INPUT RECORDS:

______________________________

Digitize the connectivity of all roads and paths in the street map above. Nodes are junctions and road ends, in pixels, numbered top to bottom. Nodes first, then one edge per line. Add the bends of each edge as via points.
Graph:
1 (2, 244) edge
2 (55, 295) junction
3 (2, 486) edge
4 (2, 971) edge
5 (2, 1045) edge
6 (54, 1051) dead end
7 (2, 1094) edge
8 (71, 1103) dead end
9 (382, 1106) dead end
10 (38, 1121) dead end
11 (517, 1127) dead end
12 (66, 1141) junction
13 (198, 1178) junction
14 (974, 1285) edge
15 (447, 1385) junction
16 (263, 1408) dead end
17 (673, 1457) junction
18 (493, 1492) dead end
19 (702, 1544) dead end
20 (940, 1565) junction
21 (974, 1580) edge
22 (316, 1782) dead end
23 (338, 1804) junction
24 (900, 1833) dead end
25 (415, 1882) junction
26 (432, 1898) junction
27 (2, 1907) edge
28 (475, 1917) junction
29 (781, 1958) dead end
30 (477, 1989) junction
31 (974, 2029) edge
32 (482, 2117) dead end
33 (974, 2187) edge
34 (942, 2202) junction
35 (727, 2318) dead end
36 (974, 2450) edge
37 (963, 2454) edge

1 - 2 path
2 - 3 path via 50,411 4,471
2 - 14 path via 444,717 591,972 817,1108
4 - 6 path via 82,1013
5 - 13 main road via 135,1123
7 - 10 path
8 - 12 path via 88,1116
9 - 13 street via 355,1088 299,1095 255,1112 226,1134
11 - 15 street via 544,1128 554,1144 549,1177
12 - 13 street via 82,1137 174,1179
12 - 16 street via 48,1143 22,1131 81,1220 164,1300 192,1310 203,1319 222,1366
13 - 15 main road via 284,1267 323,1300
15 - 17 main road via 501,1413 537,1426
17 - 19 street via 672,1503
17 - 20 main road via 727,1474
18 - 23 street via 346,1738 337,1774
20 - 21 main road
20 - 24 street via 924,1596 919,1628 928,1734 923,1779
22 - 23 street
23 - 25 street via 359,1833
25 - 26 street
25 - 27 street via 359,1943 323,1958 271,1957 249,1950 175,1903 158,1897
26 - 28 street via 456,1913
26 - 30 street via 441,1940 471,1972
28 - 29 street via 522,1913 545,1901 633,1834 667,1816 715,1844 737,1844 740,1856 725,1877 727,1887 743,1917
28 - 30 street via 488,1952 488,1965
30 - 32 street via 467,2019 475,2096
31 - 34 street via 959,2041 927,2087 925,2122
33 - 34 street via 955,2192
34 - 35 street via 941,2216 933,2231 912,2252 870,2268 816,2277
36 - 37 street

______________________________

TASK:
Copy each line of the data exactly, leaving nothing out.

ANSWER TO THIS PROBLEM:
Digitize the connectivity of all roads and paths in the street map above. Nodes are junctions and road ends, in pixels, numbered top to bottom. Nodes first, then one edge per line. Add the bends of each edge as via points.
Graph:
1 (2, 244) edge
2 (55, 295) junction
3 (2, 486) edge
4 (2, 971) edge
5 (2, 1045) edge
6 (54, 1051) dead end
7 (2, 1094) edge
8 (71, 1103) dead end
9 (382, 1106) dead end
10 (38, 1121) dead end
11 (517, 1127) dead end
12 (66, 1141) junction
13 (198, 1178) junction
14 (974, 1285) edge
15 (447, 1385) junction
16 (263, 1408) dead end
17 (673, 1457) junction
18 (493, 1492) dead end
19 (702, 1544) dead end
20 (940, 1565) junction
21 (974, 1580) edge
22 (316, 1782) dead end
23 (338, 1804) junction
24 (900, 1833) dead end
25 (415, 1882) junction
26 (432, 1898) junction
27 (2, 1907) edge
28 (475, 1917) junction
29 (781, 1958) dead end
30 (477, 1989) junction
31 (974, 2029) edge
32 (482, 2117) dead end
33 (974, 2187) edge
34 (942, 2202) junction
35 (727, 2318) dead end
36 (974, 2450) edge
37 (963, 2454) edge

1 - 2 path
2 - 3 path via 50,411 4,471
2 - 14 path via 444,717 591,972 817,1108
4 - 6 path via 82,1013
5 - 13 main road via 135,1123
7 - 10 path
8 - 12 path via 88,1116
9 - 13 street via 355,1088 299,1095 255,1112 226,1134
11 - 15 street via 544,1128 554,1144 549,1177
12 - 13 street via 82,1137 174,1179
12 - 16 street via 48,1143 22,1131 81,1220 164,1300 192,1310 203,1319 222,1366
13 - 15 main road via 284,1267 323,1300
15 - 17 main road via 501,1413 537,1426
17 - 19 street via 672,1503
17 - 20 main road via 727,1474
18 - 23 street via 346,1738 337,1774
20 - 21 main road
20 - 24 street via 924,1596 919,1628 928,1734 923,1779
22 - 23 street
23 - 25 street via 359,1833
25 - 26 street
25 - 27 street via 359,1943 323,1958 271,1957 249,1950 175,1903 158,1897
26 - 28 street via 456,1913
26 - 30 street via 441,1940 471,1972
28 - 29 street via 522,1913 545,1901 633,1834 667,1816 715,1844 737,1844 740,1856 725,1877 727,1887 743,1917
28 - 30 street via 488,1952 488,1965
30 - 32 street via 467,2019 475,2096
31 - 34 street via 959,2041 927,2087 925,2122
33 - 34 street via 955,2192
34 - 35 street via 941,2216 933,2231 912,2252 870,2268 816,2277
36 - 37 street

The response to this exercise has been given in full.